The Dark Side of Creative Activism - Sudanese Refugees in Tel Aviv 1 Favorite 

Date: 

Jun 12 2011

Location: 

Tel Aviv, Israel

Unfortunately, those who struggle for a more equal and democratic society are not the only ones who can make use of creative forms of activism. The following example shows how creative strategies can also be employed by those who have less wholesome intentions in mind.

Since 2007, approximately 55,000 Sudanese and Eritrean nationals have entered Israel in order to seek asylum after fleeing from their countries, where civil-wars and humanitarian crises have made their lives intolerable. Although many of them sought an asylum status under the Convention Relating to the Status of Refugees of the UN, the Israeli government claimed that only few of them were actually eligible for this status. As a result, the vast majority of them couldn't have been legally employed are were denied some basic legal rights. More than 60% of them ended up in the poorest neighborhoods of Tel Aviv, which is one of Israel’s most central and biggest cities.

Obviously, the local population didn’t like their new neighbors all that much, and justifiably so. As if it wasn’t bad enough that their neighborhoods have been neglected by the city’s administration for decades, now their neighborhoods were suddenly filled with tens of thousands of strangers who couldn't speak the language, and who had almost no money at all. As a result,the Israeli population started protesting and demanded that all the Sudanese and Eritreans be deported back to their home countries.

Their demonstrations, however, were often ineffective.

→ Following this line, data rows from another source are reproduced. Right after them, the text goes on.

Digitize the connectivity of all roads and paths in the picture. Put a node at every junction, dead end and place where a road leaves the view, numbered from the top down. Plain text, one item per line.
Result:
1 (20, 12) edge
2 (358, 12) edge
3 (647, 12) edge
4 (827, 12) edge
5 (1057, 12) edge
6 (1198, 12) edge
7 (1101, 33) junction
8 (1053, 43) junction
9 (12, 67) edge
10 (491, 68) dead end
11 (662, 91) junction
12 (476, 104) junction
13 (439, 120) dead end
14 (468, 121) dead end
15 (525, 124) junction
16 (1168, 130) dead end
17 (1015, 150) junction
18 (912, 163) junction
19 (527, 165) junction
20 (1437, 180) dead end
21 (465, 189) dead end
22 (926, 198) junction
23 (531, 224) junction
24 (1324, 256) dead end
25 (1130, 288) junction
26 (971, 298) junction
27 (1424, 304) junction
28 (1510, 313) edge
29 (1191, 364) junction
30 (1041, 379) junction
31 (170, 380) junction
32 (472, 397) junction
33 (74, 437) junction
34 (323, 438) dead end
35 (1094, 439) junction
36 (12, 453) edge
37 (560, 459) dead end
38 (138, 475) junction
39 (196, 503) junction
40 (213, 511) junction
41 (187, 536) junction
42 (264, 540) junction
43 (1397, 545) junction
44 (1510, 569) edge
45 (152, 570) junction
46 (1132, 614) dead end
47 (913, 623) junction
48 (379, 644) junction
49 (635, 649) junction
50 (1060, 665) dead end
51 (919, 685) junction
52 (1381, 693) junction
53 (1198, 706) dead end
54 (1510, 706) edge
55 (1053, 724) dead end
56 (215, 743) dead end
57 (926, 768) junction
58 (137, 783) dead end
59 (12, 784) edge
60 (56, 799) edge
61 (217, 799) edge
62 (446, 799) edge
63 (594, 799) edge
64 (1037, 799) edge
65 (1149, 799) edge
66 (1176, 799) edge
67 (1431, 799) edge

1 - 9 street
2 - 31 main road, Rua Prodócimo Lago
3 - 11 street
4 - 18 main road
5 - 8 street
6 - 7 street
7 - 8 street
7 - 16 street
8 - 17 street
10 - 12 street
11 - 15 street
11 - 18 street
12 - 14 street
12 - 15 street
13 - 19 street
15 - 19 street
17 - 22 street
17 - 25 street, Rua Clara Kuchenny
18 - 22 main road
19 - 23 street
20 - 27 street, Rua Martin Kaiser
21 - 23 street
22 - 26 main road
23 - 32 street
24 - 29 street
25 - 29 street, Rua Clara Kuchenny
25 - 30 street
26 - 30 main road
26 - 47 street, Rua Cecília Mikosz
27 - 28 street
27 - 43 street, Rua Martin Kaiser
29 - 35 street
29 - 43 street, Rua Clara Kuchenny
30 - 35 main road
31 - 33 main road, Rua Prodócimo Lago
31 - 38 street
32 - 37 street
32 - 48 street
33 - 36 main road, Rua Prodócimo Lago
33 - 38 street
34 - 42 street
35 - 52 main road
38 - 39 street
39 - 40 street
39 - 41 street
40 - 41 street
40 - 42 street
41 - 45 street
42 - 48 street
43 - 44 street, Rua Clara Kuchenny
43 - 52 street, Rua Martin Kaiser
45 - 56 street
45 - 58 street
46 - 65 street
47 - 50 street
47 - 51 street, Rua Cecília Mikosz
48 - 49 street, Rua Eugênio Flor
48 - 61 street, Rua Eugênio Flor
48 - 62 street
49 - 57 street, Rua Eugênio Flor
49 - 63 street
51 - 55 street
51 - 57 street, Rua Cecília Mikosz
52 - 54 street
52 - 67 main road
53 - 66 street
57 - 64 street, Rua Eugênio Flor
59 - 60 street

In fact, the offshoot of their struggle was quite negative, as many media outlets presented them as a racist mob who wanted to drive out their new neighbors solely because of their skin color.

These developments lead Michael Ben-Ari and Itamar Ben-Gvir, two notoriously racist nationalists and right-wing activists who joined the local population's struggle, decided to devise a more creative way of getting their message across.

In order to expose the hypocrisy of all those who denounced the poor residents of Tel Aviv as racists, Ben-Ari and Ben-Gvir decided to take 50 refugees for a 'fun-day' at one of Tel Aviv's most popular country clubs, where many of the wealthy liked to spend their days. The reaction, as expected, was not a positive one. Those who had no problem denouncing the residents of the poorer neighborhoods as unenlightened racists didn't welcome the refugees with open arms when they showed up on their own doorstep. This event was quickly reported on various media channels, and has lead many Israelis to sympathize with the poor residents' struggle.

Of course, there is nothing wrong with pointing to the fact that refugees should not be left to their own device in the poorest areas, where people have plenty of problems as it is. Unfortunately, however, many of the people who witnessed the action did not draw the conclusion that the government should help the refugees by offering them to move to other areas where they could find decent employment and sustain themselves without crowding the poorest neighborhoods, but rather concluded that the refugees should be deported back to their home countries.